- Opening Delimiter -

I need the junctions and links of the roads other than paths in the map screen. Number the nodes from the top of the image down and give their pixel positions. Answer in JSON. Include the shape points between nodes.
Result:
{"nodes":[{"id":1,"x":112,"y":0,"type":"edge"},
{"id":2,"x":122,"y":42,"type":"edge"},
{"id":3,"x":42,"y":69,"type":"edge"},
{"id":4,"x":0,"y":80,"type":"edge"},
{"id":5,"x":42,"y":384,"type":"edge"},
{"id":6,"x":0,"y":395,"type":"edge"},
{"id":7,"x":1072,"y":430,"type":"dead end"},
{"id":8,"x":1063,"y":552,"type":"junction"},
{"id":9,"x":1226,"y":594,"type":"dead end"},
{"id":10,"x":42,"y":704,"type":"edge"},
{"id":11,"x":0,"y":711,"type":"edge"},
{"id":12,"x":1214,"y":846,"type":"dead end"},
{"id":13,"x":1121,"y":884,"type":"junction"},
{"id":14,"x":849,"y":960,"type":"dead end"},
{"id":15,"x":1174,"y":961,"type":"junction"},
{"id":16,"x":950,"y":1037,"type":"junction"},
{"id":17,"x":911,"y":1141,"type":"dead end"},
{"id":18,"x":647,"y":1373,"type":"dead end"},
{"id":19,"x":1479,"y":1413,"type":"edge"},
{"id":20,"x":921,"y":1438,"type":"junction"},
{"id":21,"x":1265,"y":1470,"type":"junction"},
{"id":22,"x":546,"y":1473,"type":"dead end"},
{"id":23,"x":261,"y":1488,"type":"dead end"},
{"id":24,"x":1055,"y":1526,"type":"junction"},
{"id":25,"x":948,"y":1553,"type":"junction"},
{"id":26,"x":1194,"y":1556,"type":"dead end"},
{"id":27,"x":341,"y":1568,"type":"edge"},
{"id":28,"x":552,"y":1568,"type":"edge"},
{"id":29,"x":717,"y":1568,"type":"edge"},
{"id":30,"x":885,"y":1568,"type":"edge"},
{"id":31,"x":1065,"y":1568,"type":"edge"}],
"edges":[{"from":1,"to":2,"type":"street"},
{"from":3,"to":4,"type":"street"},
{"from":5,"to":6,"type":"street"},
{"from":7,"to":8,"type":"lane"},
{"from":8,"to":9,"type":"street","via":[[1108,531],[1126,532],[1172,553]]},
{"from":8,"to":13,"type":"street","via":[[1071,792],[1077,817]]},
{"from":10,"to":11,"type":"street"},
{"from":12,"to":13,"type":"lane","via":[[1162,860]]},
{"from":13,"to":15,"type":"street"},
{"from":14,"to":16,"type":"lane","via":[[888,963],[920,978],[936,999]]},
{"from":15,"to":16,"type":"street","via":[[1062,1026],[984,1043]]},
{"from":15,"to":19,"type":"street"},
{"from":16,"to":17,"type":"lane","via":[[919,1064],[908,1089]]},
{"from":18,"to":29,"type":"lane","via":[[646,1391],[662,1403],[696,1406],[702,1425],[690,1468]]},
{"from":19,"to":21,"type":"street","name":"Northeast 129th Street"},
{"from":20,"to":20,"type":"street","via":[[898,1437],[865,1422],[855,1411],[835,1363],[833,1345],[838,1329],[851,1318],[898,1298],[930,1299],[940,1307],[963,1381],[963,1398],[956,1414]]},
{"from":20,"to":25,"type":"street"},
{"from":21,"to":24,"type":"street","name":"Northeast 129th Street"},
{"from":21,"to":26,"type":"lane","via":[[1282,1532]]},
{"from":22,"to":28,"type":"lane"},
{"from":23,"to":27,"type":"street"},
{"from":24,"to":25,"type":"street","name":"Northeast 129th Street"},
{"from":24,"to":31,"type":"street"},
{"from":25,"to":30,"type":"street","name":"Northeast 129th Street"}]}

- Closing Delimiter -

Goal of the exercise » Send back the complete listing, identical to the original in every line.

Answer box »
I need the junctions and links of the roads other than paths in the map screen. Number the nodes from the top of the image down and give their pixel positions. Answer in JSON. Include the shape points between nodes.
Result:
{"nodes":[{"id":1,"x":112,"y":0,"type":"edge"},
{"id":2,"x":122,"y":42,"type":"edge"},
{"id":3,"x":42,"y":69,"type":"edge"},
{"id":4,"x":0,"y":80,"type":"edge"},
{"id":5,"x":42,"y":384,"type":"edge"},
{"id":6,"x":0,"y":395,"type":"edge"},
{"id":7,"x":1072,"y":430,"type":"dead end"},
{"id":8,"x":1063,"y":552,"type":"junction"},
{"id":9,"x":1226,"y":594,"type":"dead end"},
{"id":10,"x":42,"y":704,"type":"edge"},
{"id":11,"x":0,"y":711,"type":"edge"},
{"id":12,"x":1214,"y":846,"type":"dead end"},
{"id":13,"x":1121,"y":884,"type":"junction"},
{"id":14,"x":849,"y":960,"type":"dead end"},
{"id":15,"x":1174,"y":961,"type":"junction"},
{"id":16,"x":950,"y":1037,"type":"junction"},
{"id":17,"x":911,"y":1141,"type":"dead end"},
{"id":18,"x":647,"y":1373,"type":"dead end"},
{"id":19,"x":1479,"y":1413,"type":"edge"},
{"id":20,"x":921,"y":1438,"type":"junction"},
{"id":21,"x":1265,"y":1470,"type":"junction"},
{"id":22,"x":546,"y":1473,"type":"dead end"},
{"id":23,"x":261,"y":1488,"type":"dead end"},
{"id":24,"x":1055,"y":1526,"type":"junction"},
{"id":25,"x":948,"y":1553,"type":"junction"},
{"id":26,"x":1194,"y":1556,"type":"dead end"},
{"id":27,"x":341,"y":1568,"type":"edge"},
{"id":28,"x":552,"y":1568,"type":"edge"},
{"id":29,"x":717,"y":1568,"type":"edge"},
{"id":30,"x":885,"y":1568,"type":"edge"},
{"id":31,"x":1065,"y":1568,"type":"edge"}],
"edges":[{"from":1,"to":2,"type":"street"},
{"from":3,"to":4,"type":"street"},
{"from":5,"to":6,"type":"street"},
{"from":7,"to":8,"type":"lane"},
{"from":8,"to":9,"type":"street","via":[[1108,531],[1126,532],[1172,553]]},
{"from":8,"to":13,"type":"street","via":[[1071,792],[1077,817]]},
{"from":10,"to":11,"type":"street"},
{"from":12,"to":13,"type":"lane","via":[[1162,860]]},
{"from":13,"to":15,"type":"street"},
{"from":14,"to":16,"type":"lane","via":[[888,963],[920,978],[936,999]]},
{"from":15,"to":16,"type":"street","via":[[1062,1026],[984,1043]]},
{"from":15,"to":19,"type":"street"},
{"from":16,"to":17,"type":"lane","via":[[919,1064],[908,1089]]},
{"from":18,"to":29,"type":"lane","via":[[646,1391],[662,1403],[696,1406],[702,1425],[690,1468]]},
{"from":19,"to":21,"type":"street","name":"Northeast 129th Street"},
{"from":20,"to":20,"type":"street","via":[[898,1437],[865,1422],[855,1411],[835,1363],[833,1345],[838,1329],[851,1318],[898,1298],[930,1299],[940,1307],[963,1381],[963,1398],[956,1414]]},
{"from":20,"to":25,"type":"street"},
{"from":21,"to":24,"type":"street","name":"Northeast 129th Street"},
{"from":21,"to":26,"type":"lane","via":[[1282,1532]]},
{"from":22,"to":28,"type":"lane"},
{"from":23,"to":27,"type":"street"},
{"from":24,"to":25,"type":"street","name":"Northeast 129th Street"},
{"from":24,"to":31,"type":"street"},
{"from":25,"to":30,"type":"street","name":"Northeast 129th Street"}]}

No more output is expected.